German Commercial Permission 69

German Commercial Permission 69

Commercial cover (re-used) sent from the Naxos-Union grinding machine company in Frankfurt. Featuring a red hand-stamp stating 'GERMAN/ COMMERCIAL/ Permission 69'. The envelope appears to have been examined by the 'D.R.P.' (Deutsche Reichspost), using small red labels to re-seal the opening. Ref: 27.03.1946 - 17/36


Detail of hand-stamp.
 


NAXOS-UNION

 

The Naxos Union in Frankfurt am Main was one of the first manufacturers of grinding machines. The owner was the Dr. Arthur Pfungst Foundation. The first locations were the abrasives factory on Wittelsbacherallee in the Ostend district and the machine factory on Wächtersbacher Strasse in Frankfurt-Fechenheim. In particular, the combination of abrasives and grinding machine production made the Naxos Union unique. Its crankshaft grinding machines are still used in many automobile factories today. In the 1980s , the Naxos Union was converted into a stock corporation and sold to the Rothenberger Group in Frankfurt. This also included the Diskus grinding machine factory and the Pittler Maschinenfabrik AG company in Langen.


After the death of Julius Pfungst in 1899, the company was continued jointly by his son Arthur Pfungst and daughter Marie Eleonore Pfungst as well as his widow Rosette. After the death of Arthur Pfungst in 1912, Marie Eleonore Pfungst took over management. In 1918, the factory was converted into the Dr. Arthur Pfungst Foundation. The Naxos-Union abrasives and grinding machine factory recovered quickly after the end of the war and became a global company.

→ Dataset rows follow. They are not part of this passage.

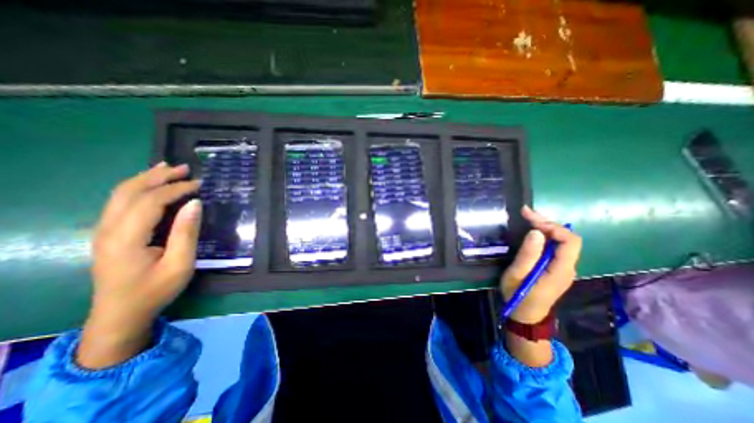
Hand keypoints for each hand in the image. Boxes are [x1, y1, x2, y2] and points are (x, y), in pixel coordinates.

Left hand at [77, 163, 200, 367]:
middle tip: (185, 168)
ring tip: (168, 168)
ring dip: (146, 178)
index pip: (150, 201)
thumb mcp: (180, 264)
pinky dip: (137, 188)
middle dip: (158, 176)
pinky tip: (151, 185)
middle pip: (129, 191)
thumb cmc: (155, 290)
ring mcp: (103, 231)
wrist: (119, 314)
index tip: (199, 184)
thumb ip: (186, 233)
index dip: (175, 189)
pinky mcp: (108, 233)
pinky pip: (119, 202)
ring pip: (120, 194)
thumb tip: (195, 204)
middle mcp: (108, 229)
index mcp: (126, 238)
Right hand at [499, 204, 581, 323]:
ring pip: (562, 241)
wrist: (525, 315)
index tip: (530, 218)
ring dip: (546, 227)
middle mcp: (567, 267)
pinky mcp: (555, 268)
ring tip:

After the Nuremberg Laws came into force in 1935, Marie Eleonore Pfungst handed over the management of the factory and the chairmanship of the foundation to Dr. Rudolf Herbst. She was deported to the Theresienstadt concentration camp in 1942, where she died six months later. From 1942 to 1944, more than 700 citizens of other European countries were forced to do forced labour for the Naxos Union. Their further fate has remained largely unknown.